Complete technical specification and implementation details from the patent document.
This application is based on and claims priority under 35 U.S.C. § 119 to Korean Patent Application No. 10-2024-0098968, filed on Jul. 25, 2024, in the Korean Intellectual Property Office, the disclosure of which is incorporated herein in its entirety by reference.
Embodiments relate to a camera for providing audio information and a method and system for providing audio information.
A camera including a microphone may provide various information. For example, the camera may receive audio through the microphone and may provide information about the audio. For example, the camera may transmit audio clip information received through the microphone to an external device. In a method of providing audio information by using a camera, there is a need to provide audio direction and audio clip information.
Provided are a camera for providing audio information and a method and system for providing audio information. However, the embodiments are examples and the disclosure is not limited thereto.
Additional aspects will be set forth in part in the description which follows and, in part, will be apparent from the description, or may be learned by practice of the presented embodiments.
According to an aspect of the disclosure, a camera may include: a multi-directional microphone configured to receive audio; a processor configured to extract audio information about the audio from the multi-directional microphone; and a memory configured to store instructions executable by the processor, where, by executing the instructions stored on the memory, the processor is configured to control: a direction information calculation module to determine geo-orientation information about the audio based on the audio information, and an audio information providing module to map information to metadata including audio clip information about an audio clip from the audio, and the geo-orientation information.
The processor may be further configured to control the direction information calculation module to determine the geo-orientation information based on an arrival time difference, an amplitude, and an intensity of the audio received by the multi-directional microphone.
The geo-orientation information may include: direction information about a yaw corresponding to a rotation about a vertical axis of the multi-directional microphone, a roll corresponding to a rotation about a front-back axis of the multi-directional microphone, and a pitch corresponding to a rotation about a left-right axis of the multi-directional microphone; and location information about a latitude, a longitude, and an elevation of the multi-directional microphone.
The audio clip information may include a uniform resource locator (URL) of the audio clip or data in which the audio clip is encoded.

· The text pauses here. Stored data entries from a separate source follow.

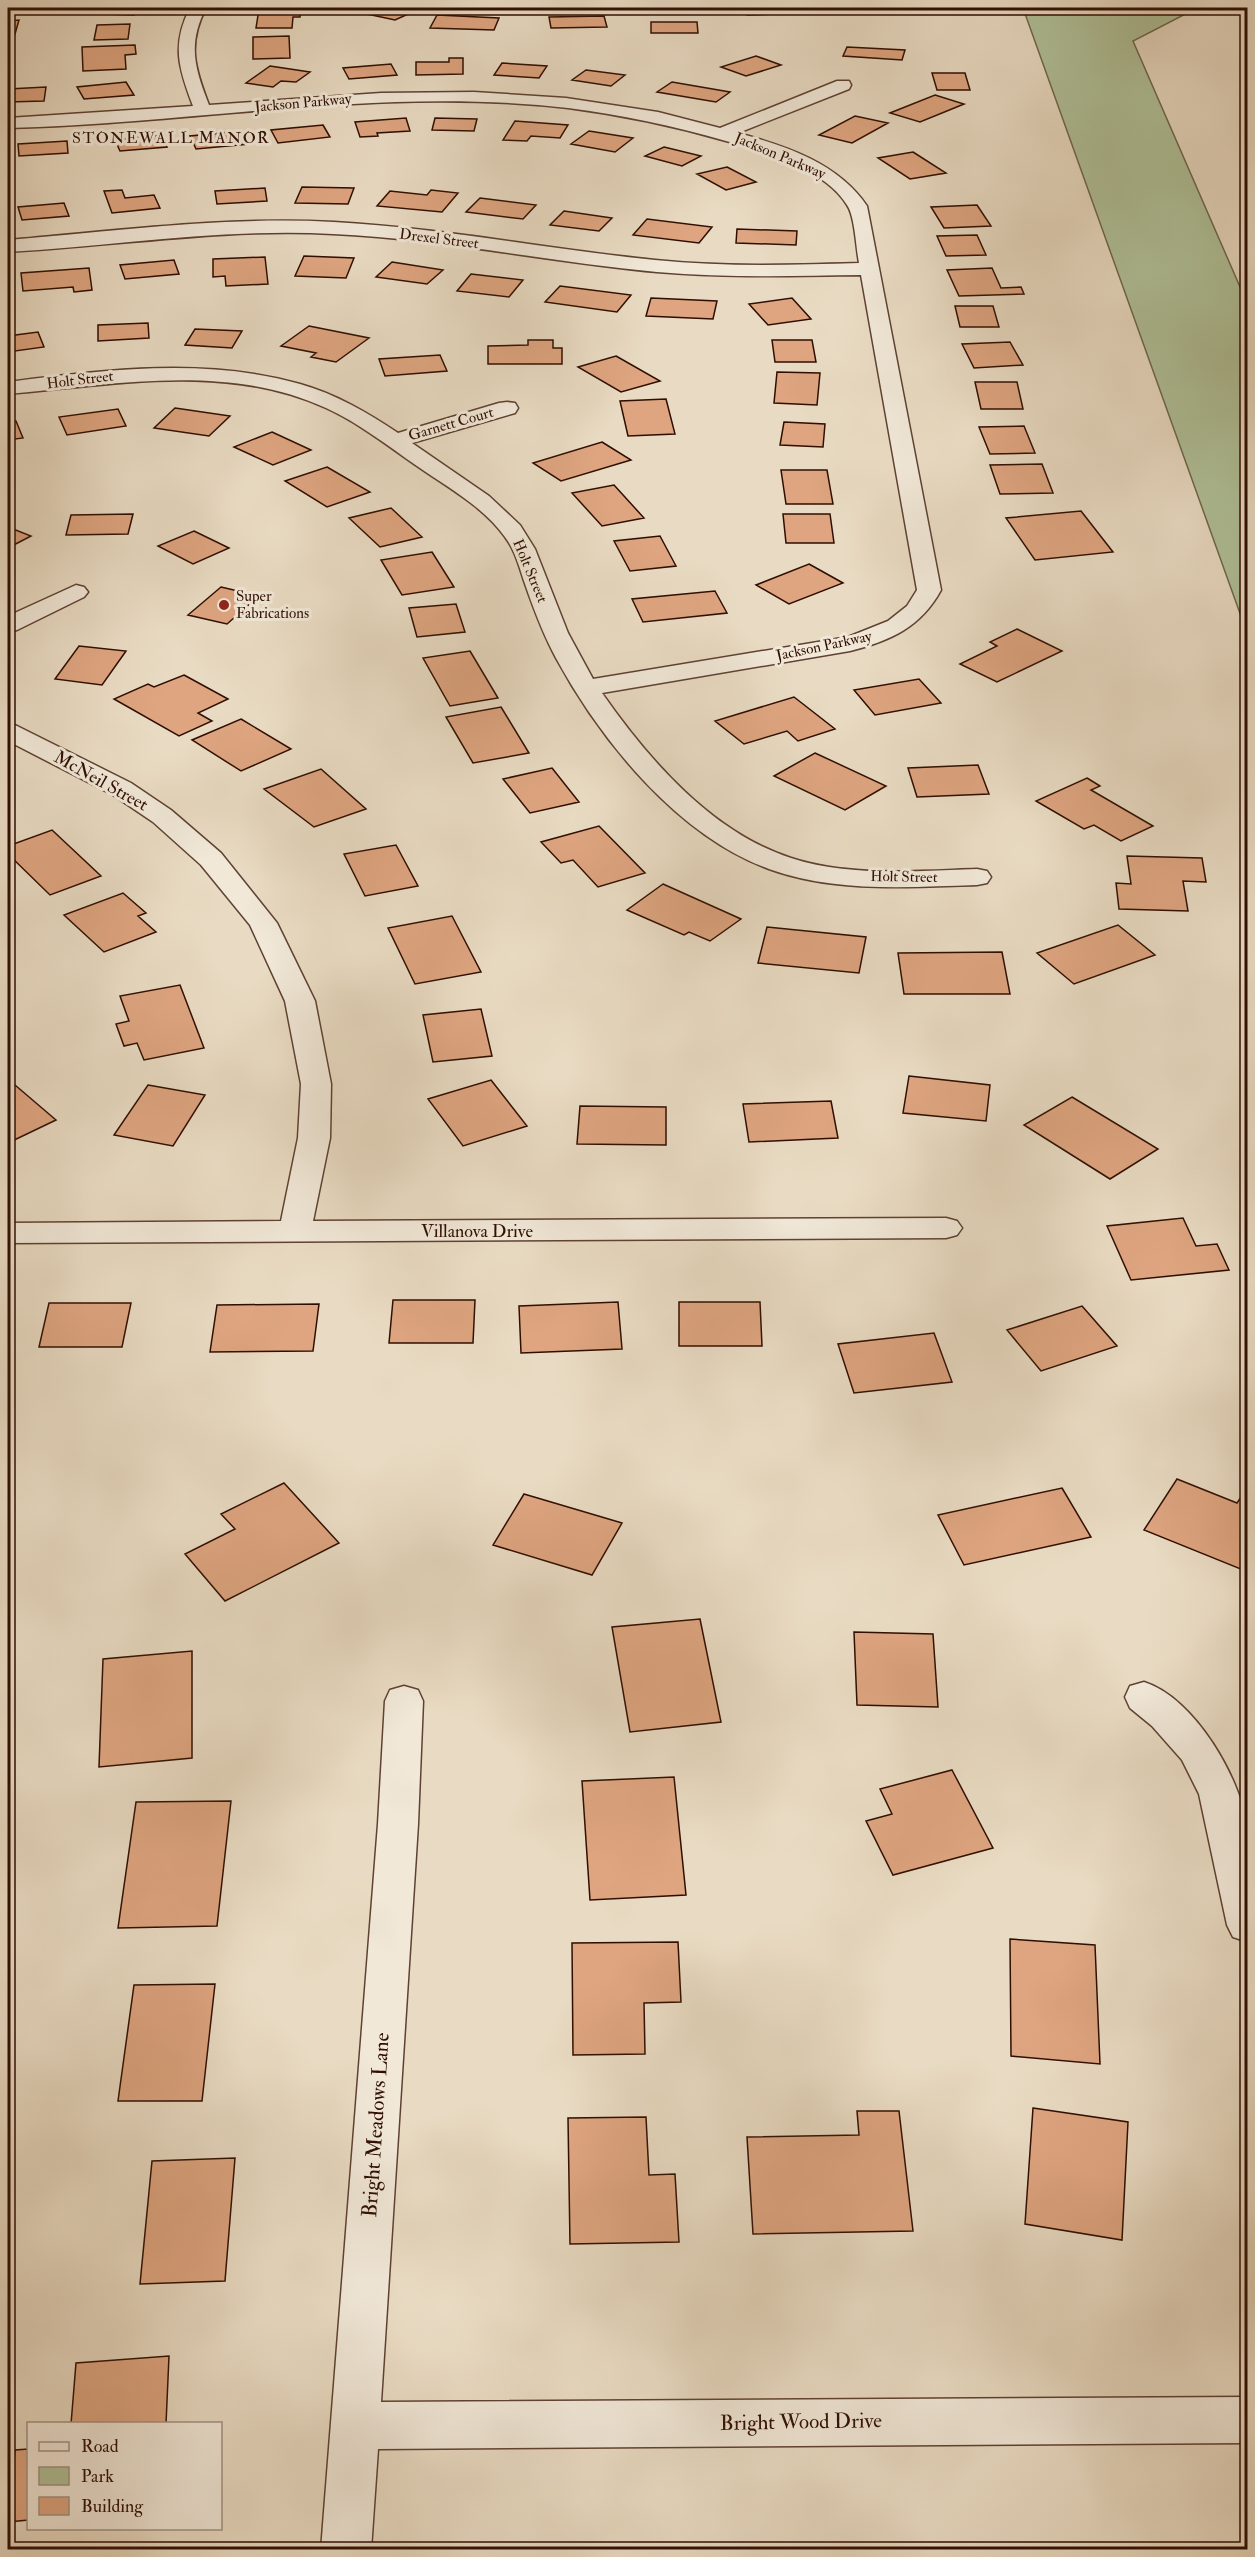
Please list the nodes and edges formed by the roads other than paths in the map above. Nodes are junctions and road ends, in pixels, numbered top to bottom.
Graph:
1 (198, 8) edge
2 (843, 85) dead end
3 (203, 111) junction
4 (8, 123) edge
5 (723, 133) junction
6 (8, 246) edge
7 (870, 269) junction
8 (8, 388) edge
9 (507, 408) dead end
10 (395, 441) junction
11 (76, 592) dead end
12 (8, 625) edge
13 (586, 688) junction
14 (8, 731) edge
15 (977, 877) dead end
16 (946, 1228) dead end
17 (295, 1232) junction
18 (8, 1233) edge
19 (1144, 1697) dead end
20 (404, 1701) dead end
21 (1248, 1925) edge
22 (1248, 2420) edge
23 (355, 2426) junction
24 (346, 2550) edge

1 - 3 street
2 - 5 street
3 - 4 street, Jackson Parkway
3 - 5 street, Jackson Parkway
5 - 7 street, Jackson Parkway
6 - 7 street, Drexel Street
7 - 13 street, Jackson Parkway
8 - 10 street, Holt Street
9 - 10 street, Garnett Court
10 - 13 street, Holt Street
11 - 12 street
13 - 15 street, Holt Street
14 - 17 street, McNeil Street
16 - 17 street, Villanova Drive
17 - 18 street, Villanova Drive
19 - 21 street
20 - 23 street, Bright Meadows Lane
22 - 23 street, Bright Wood Drive
23 - 24 street, Bright Meadows Lane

The processor may be further configured to control a type classification module to classify the audio into a type based on the audio information.
The processor may be further configured to control the type classification, based on the type of the audio being a voice, to: generate language information of the voice and text information of the voice, and detect a pre-stored keyword included in the text information.
6 The camera of claim, wherein the processor is further configured to control the type classification module, based on the type of the audio being the voice, to: divide the audio based on a speaker included in the voice, and map identification information from the voice to the metadata.
According to an aspect of the disclosure, a system for providing audio information may include: a multi-directional microphone configured to receive audio; a camera configured to: determine geo-orientation information about the audio received by the multi-directional microphone, and map information to metadata including audio clip information about an audio clip from the audio, and the geo-orientation information; and a server configured to receive the metadata of the audio from the camera and control the camera based on the metadata.
The camera may be further configured to determine the geo-orientation information based on an arrival time difference, an amplitude, and an intensity of the audio received by the multi-directional microphone.
The audio clip information may include a uniform resource locator (URL) of the audio clip or data in which the audio clip is encoded.
The camera may be further configured to classify the audio into a type based on the audio information.
The camera may be further configured to: based on the type of the audio being a voice, generate language information of the voice and text information of the voice, detect a pre-stored keyword included in the text information, divide the audio based on a speaker included in the voice, and map identification information from the voice to the metadata.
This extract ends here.